* **Assigned task**
Scan the records for lines holding "日光街道". Say how many there are and give nothing else.

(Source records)
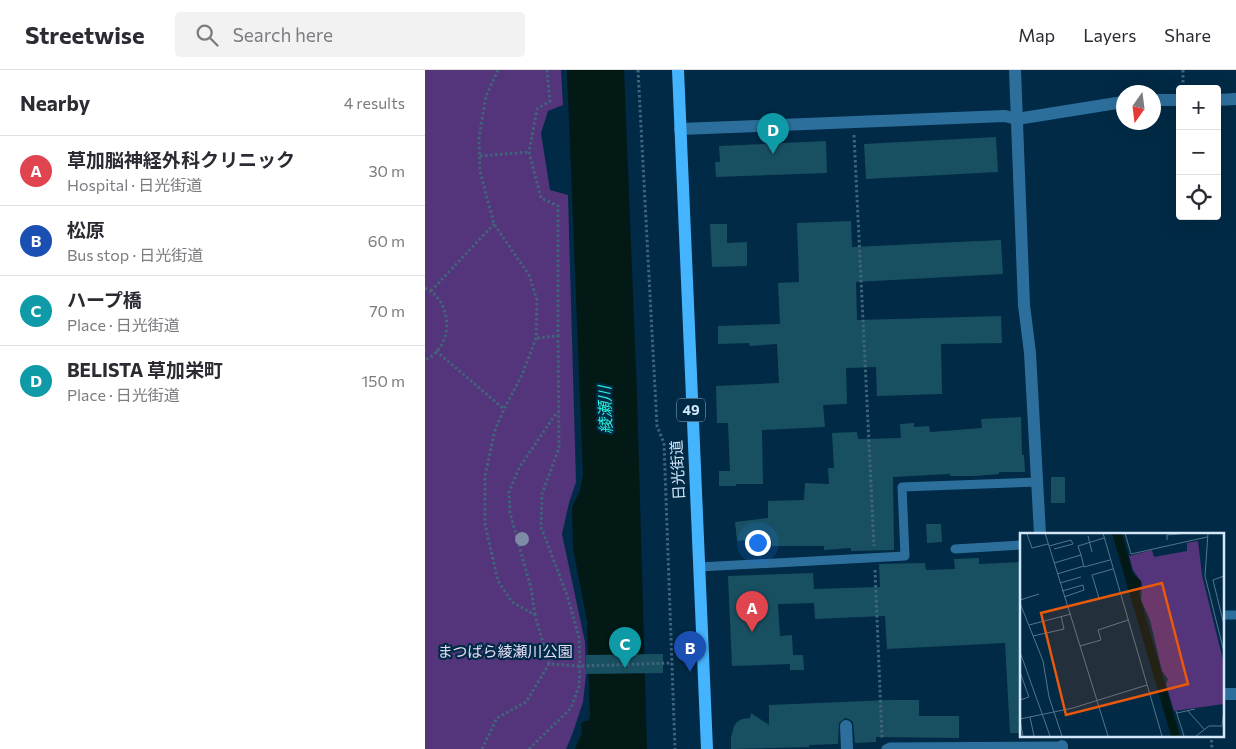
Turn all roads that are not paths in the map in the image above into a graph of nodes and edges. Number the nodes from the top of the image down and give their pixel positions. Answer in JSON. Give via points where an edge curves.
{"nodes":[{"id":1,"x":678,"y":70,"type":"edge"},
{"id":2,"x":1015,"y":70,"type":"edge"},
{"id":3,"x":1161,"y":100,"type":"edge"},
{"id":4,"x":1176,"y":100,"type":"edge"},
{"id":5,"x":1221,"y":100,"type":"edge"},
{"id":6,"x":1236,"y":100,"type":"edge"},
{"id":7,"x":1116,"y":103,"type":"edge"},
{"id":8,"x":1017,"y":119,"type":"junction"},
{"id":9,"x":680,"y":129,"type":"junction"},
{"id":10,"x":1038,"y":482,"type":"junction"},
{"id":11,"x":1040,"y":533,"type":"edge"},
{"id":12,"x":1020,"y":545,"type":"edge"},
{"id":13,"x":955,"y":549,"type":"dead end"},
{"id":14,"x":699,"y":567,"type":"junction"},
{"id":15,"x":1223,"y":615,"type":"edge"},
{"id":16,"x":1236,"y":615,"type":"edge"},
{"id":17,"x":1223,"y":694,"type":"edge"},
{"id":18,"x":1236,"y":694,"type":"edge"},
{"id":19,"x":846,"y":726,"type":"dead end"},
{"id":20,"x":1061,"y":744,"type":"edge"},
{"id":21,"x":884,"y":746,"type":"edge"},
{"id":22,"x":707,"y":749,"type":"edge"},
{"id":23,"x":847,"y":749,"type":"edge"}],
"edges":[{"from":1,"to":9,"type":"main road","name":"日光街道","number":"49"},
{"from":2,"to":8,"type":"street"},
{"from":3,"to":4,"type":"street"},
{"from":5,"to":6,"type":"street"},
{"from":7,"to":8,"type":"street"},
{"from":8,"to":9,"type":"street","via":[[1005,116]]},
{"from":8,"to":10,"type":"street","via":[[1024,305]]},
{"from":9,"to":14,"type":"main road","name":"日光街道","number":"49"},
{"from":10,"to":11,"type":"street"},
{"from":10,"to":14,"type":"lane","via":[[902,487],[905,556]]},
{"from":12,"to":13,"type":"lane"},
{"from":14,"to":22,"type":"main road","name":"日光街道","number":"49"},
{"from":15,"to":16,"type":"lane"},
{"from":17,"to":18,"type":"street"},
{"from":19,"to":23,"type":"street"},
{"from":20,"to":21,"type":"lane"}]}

* **Result of the exercise**
3